Besides death and taxes, one thing we will all meet at least once in our lives is grief.  I suppose there are humans who feel nothing, and I can’t help but pity them, even the psychos (for had the capacity to feel grief, they might not be what they are or were).  Really if one cannot experience grief emotionally one is missing a foo-foo shaft or gangling rod somewhere upstairs.

It’s good to prepare for grief, even as a young adult.  But of course that which brings grief,  no one wants to “practice.”  However, I still encourage contemplation of one’s own death, for without being able to accept your corporeal extinction, one really cannot live life to its fullest.  Such meditation does require guidance though, to avoid any “road hazards.”  If you attempt such, abide in the comfort that you never die, and you are never born, you are of the universal consciousness.  You are in the stream, and this life is but a vortex, a fleeting one.
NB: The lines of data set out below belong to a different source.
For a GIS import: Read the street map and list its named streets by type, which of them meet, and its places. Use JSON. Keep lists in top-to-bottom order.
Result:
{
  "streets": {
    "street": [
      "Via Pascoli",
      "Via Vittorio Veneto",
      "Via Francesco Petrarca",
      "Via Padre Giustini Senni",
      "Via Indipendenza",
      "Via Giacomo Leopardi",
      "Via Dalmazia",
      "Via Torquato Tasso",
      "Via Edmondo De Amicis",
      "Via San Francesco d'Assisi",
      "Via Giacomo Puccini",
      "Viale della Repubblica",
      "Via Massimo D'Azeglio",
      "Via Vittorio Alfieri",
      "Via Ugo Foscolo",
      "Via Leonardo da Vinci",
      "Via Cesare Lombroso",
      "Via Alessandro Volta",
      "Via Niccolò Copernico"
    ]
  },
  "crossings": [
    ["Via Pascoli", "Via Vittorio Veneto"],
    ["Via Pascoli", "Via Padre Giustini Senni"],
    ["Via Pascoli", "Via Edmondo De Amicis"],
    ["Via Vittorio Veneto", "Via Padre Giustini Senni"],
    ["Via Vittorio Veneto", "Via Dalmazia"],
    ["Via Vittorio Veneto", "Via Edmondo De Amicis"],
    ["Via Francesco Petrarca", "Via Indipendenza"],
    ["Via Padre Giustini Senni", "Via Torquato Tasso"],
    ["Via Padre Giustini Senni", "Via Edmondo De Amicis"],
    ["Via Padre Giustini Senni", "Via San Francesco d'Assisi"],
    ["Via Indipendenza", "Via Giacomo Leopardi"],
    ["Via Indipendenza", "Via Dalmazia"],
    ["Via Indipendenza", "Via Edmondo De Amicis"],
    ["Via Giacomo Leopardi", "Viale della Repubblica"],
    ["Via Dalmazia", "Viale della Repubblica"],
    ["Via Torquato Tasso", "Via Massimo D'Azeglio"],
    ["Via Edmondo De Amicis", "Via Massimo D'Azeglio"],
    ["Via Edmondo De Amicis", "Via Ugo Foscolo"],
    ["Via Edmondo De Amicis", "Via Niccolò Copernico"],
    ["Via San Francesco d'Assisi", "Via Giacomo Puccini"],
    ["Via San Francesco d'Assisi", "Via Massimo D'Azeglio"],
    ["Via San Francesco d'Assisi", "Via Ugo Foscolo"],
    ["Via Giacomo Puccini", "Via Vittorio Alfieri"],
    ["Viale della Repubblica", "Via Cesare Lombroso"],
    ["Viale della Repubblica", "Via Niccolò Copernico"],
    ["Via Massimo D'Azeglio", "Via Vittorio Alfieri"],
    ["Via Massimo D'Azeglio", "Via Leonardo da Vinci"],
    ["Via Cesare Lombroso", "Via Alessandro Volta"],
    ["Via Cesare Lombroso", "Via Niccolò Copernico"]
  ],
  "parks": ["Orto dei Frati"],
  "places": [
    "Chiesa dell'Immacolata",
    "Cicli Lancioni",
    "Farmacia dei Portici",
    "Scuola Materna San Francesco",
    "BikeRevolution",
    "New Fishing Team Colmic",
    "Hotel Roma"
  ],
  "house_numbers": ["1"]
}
Often many youngsters today face grief when it smacks them in the face, as so many lose family and friends to violence or accidents by car or gun, or so sadly, by taking their own lives. Just this week close to where I live 4 high school students died when two cars collided head-on. I heard and immediately felt for the families and friends who got that news.  To get such news is emotionally cataclysmic.  Grief is a funny thing, and each person will find they have to deal with it ultimately by themselves, but not necessarily alone.  Reach out to the grieving with real sympathy; loving notes, cards, poems, songs can mean a whole lot, but accentuate the positive.

Even knowing for months that my late wife was terminal (25 yrs ago), when she died in my arms I was not prepared.  It hit me like a ton of lead.  For many weeks I grieved privately, alone, and the grief took me through a life epiphany.  I found a song by Bobby “Blue” Bland called Angel, and I would play it in my car going to work, and cry my eyes out for 30 minutes each day until the tears left.  Her angel showed me that if I would just give of myself to others, my grief would dissipate and be converted to a thing of beauty. It worked.
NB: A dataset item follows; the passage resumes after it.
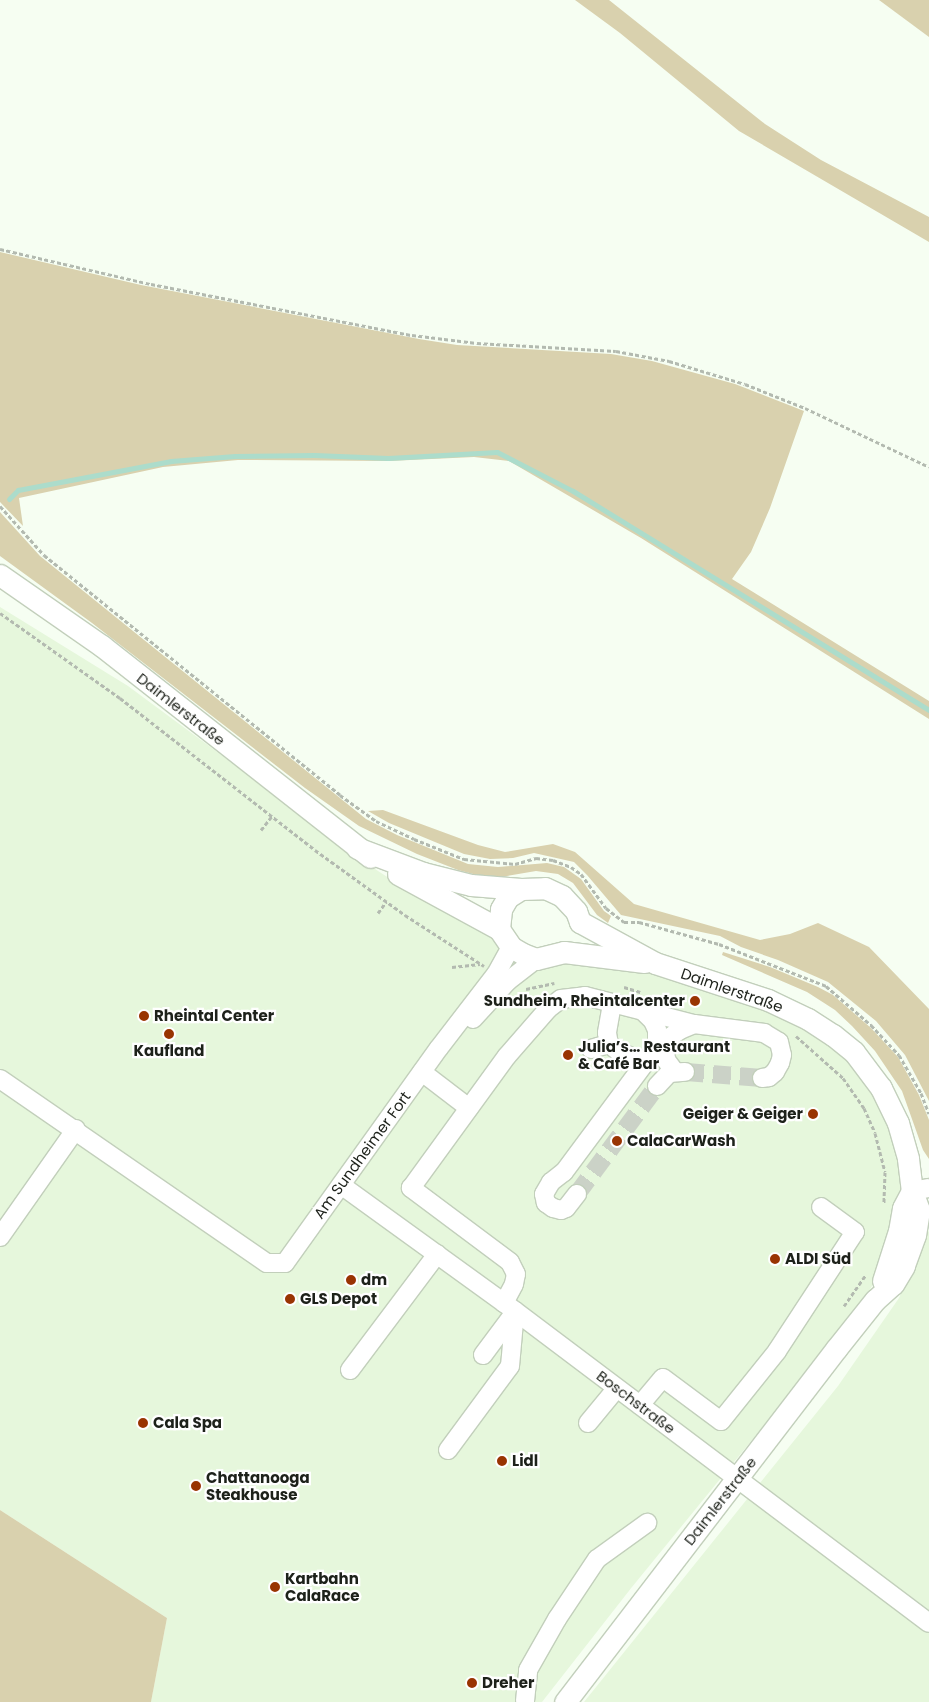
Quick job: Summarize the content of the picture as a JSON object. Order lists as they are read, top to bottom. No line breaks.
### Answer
{"streets":{"main road":["Daimlerstraße"],"street":["Am Sundheimer Fort","Boschstraße"]},"crossings":[["Daimlerstraße","Am Sundheimer Fort"],["Daimlerstraße","Boschstraße"],["Am Sundheimer Fort","Boschstraße"]],"places":["Sundheim, Rheintalcenter","Rheintal Center","Kaufland","Julia’s… Restaurant & Café Bar","Geiger & Geiger","CalaCarWash","ALDI Süd","dm","GLS Depot","Cala Spa","Lidl","Chattanooga Steakhouse","Kartbahn CalaRace","Dreher"]}
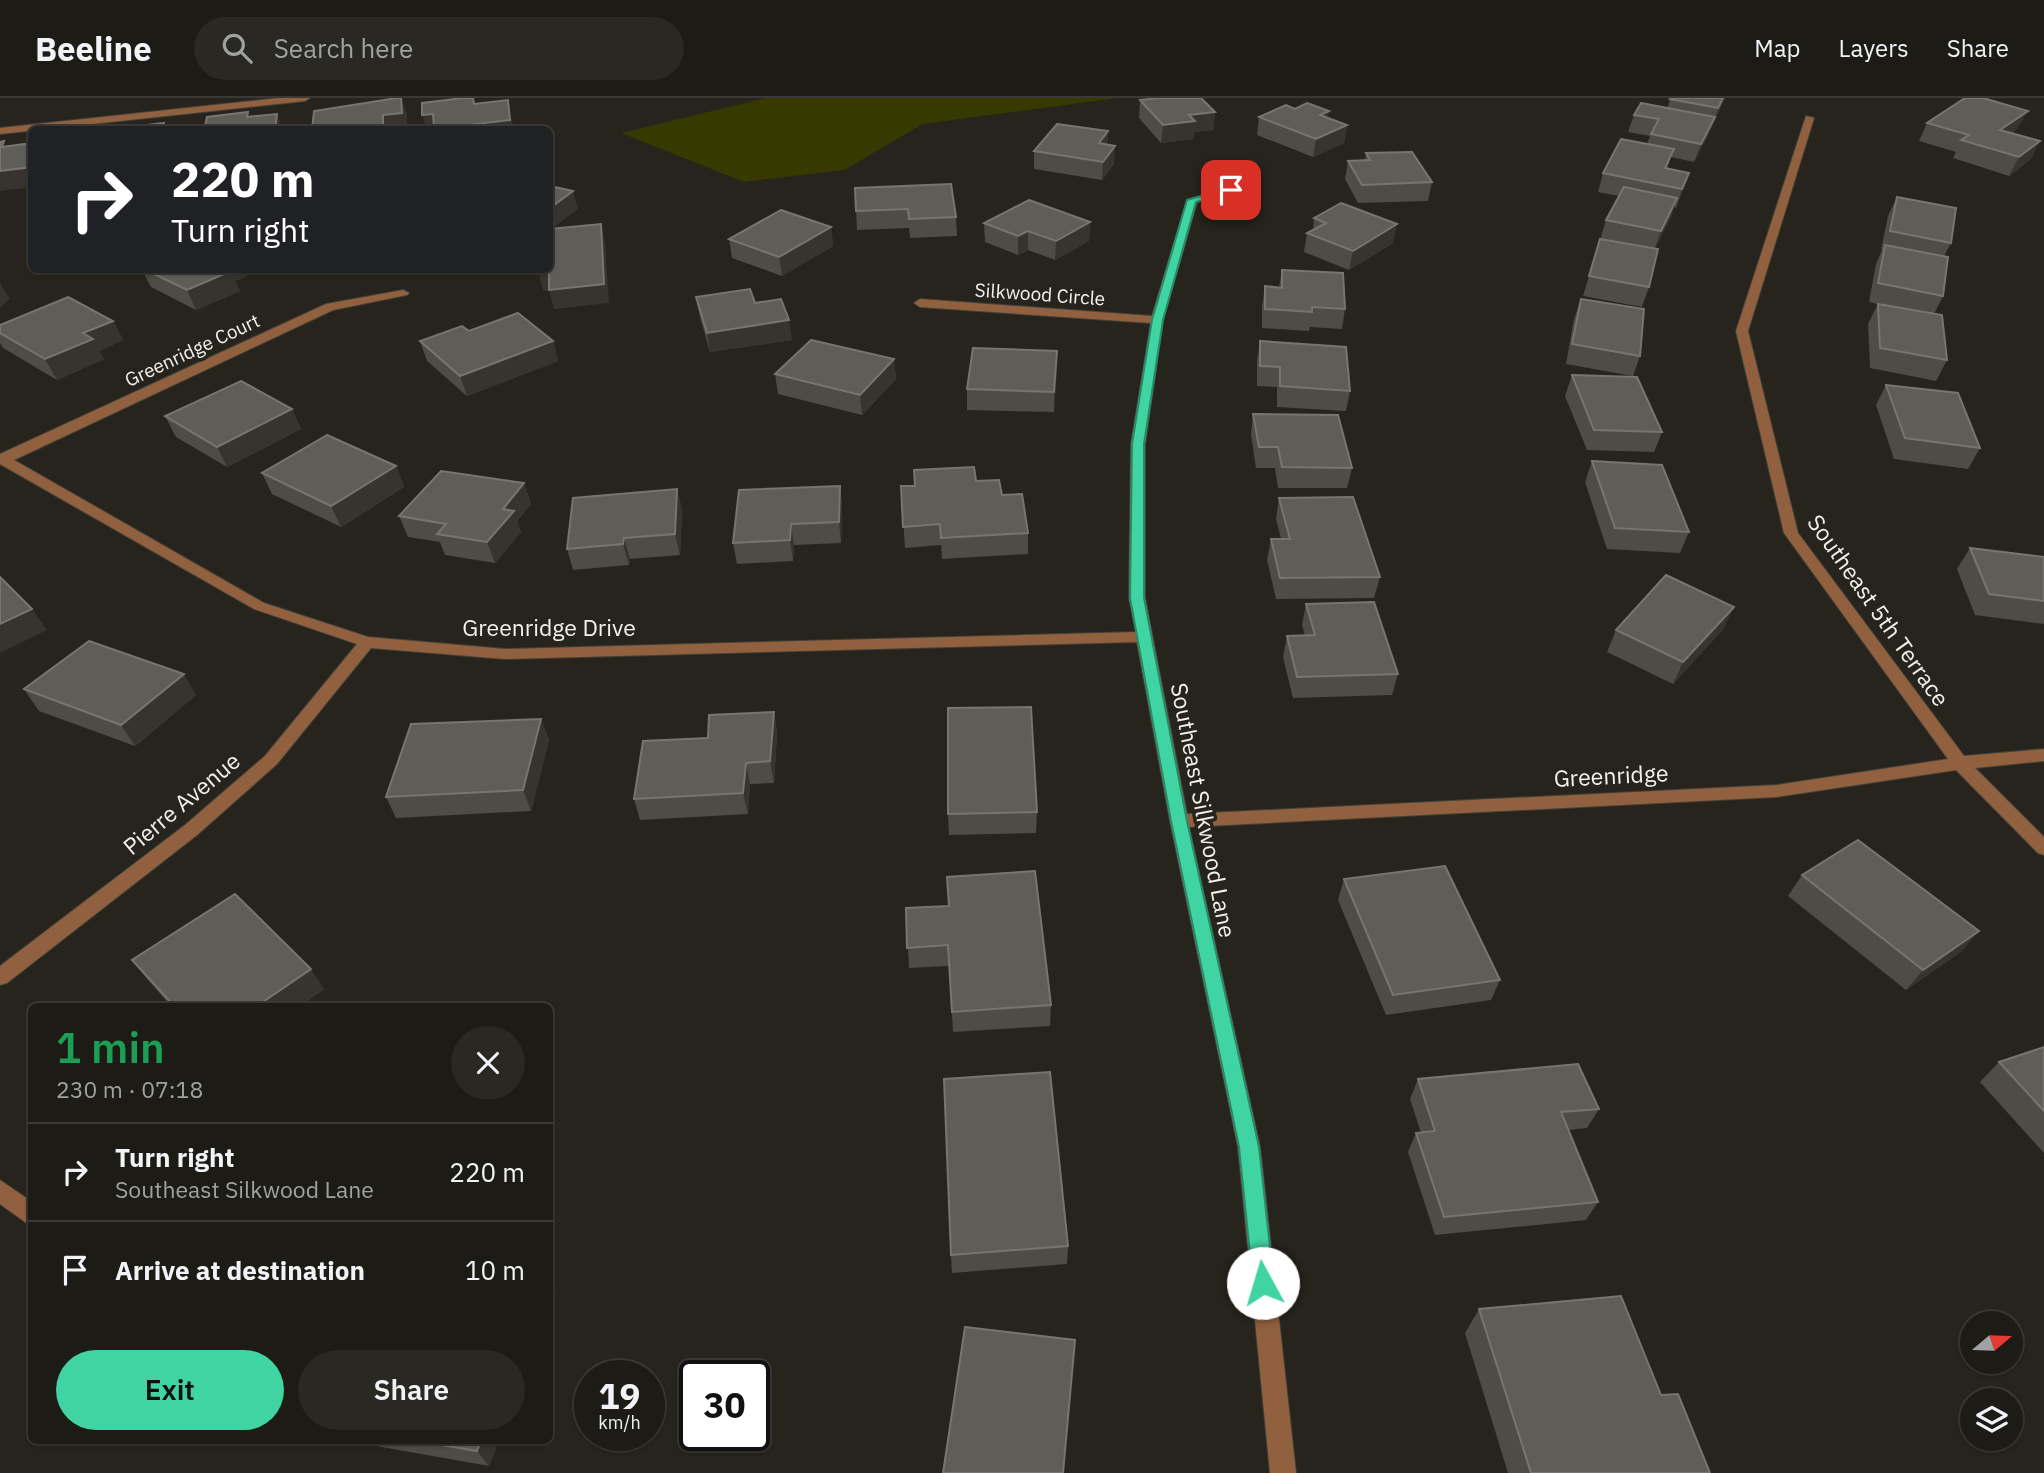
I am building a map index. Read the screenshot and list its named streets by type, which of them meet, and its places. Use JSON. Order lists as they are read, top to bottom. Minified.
{"streets":{"street":["Silkwood Circle","Greenridge Court","Southeast 5th Terrace","Greenridge Drive","Greenridge","Pierre Avenue","Southeast Silkwood Lane"]},"crossings":[["Silkwood Circle","Southeast Silkwood Lane"],["Greenridge Court","Greenridge Drive"],["Southeast 5th Terrace","Greenridge"],["Greenridge Drive","Pierre Avenue"],["Greenridge Drive","Southeast Silkwood Lane"],["Greenridge","Southeast Silkwood Lane"]],"north":"right","page":{"header":"Beeline","search":"Search here","nav":["Map","Layers","Share"],"turn":["220 m","Turn right"],"heading":["1 min","230 m · 07:18"],"list":[{"name":"Turn right","note":"Southeast Silkwood Lane","value":"220 m"},{"name":"Arrive at destination","value":"10 m"}],"buttons":["Exit","Share"],"speed":"19 km/h","limit":"30"}}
I don’t know how to advise anyone to prepare for grief, but I think one way is to store up the joy of having your loved ones in your life now, alive.  That joy will convert in grief, should the event happen, converting to positive energy that will buoy your spirit to the far shore.  Yet these episodes are extremely painful to say the least, but without pain there is no JOY in our lives.  Sunshine and rain.
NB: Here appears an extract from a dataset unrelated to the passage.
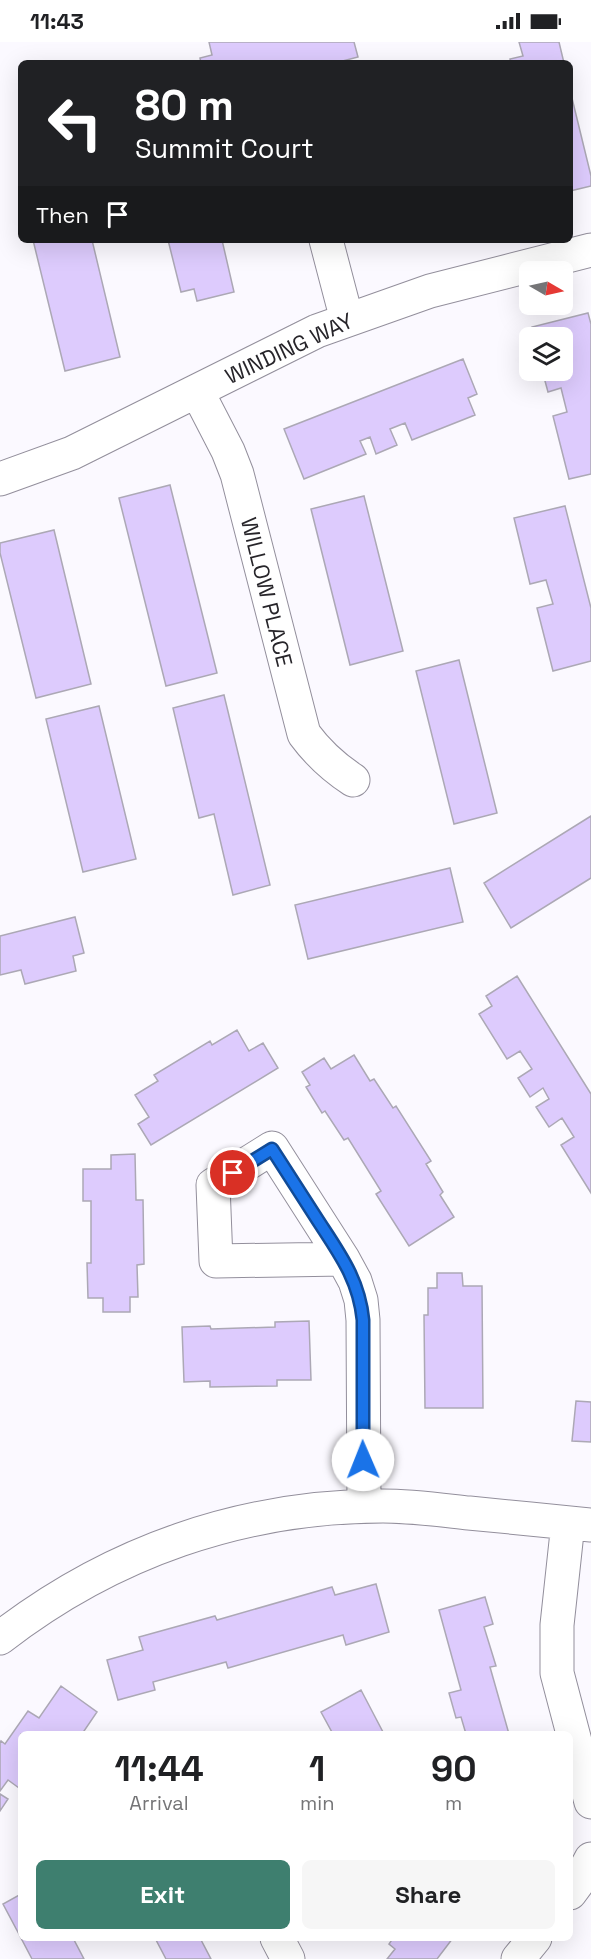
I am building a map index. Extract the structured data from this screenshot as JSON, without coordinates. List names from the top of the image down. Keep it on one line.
{"streets":{"street":["WINDING WAY","WILLOW PLACE"]},"crossings":[["WINDING WAY","WILLOW PLACE"]],"north":"right","page":{"status":"11:43","turn":["80 m","Summit Court"],"then":"Then","eta":["11:44","Arrival","1","min","90","m"],"buttons":["Exit","Share"]}}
I had a doctor a year or so ago who had just lost his wife.  He was going on seeing patients, but I had heard of his loss and extended my condolences.  I had gone back to work immediately after my wife passed…..I encourage that also.  We had a rare doctor-patient moment.  He cried a little.  We always think of doctors/surgeons as able to deal with death, but of course they feel, maybe even more than the average patient.  I told him of my loss. And I gave him some advice.  I pray he got through “it.”

Animals grieve.  But humans can carry grief a long time.  After 25 years I still shed a tear now and then, but it waters the Tree of the seed she planted in my soul.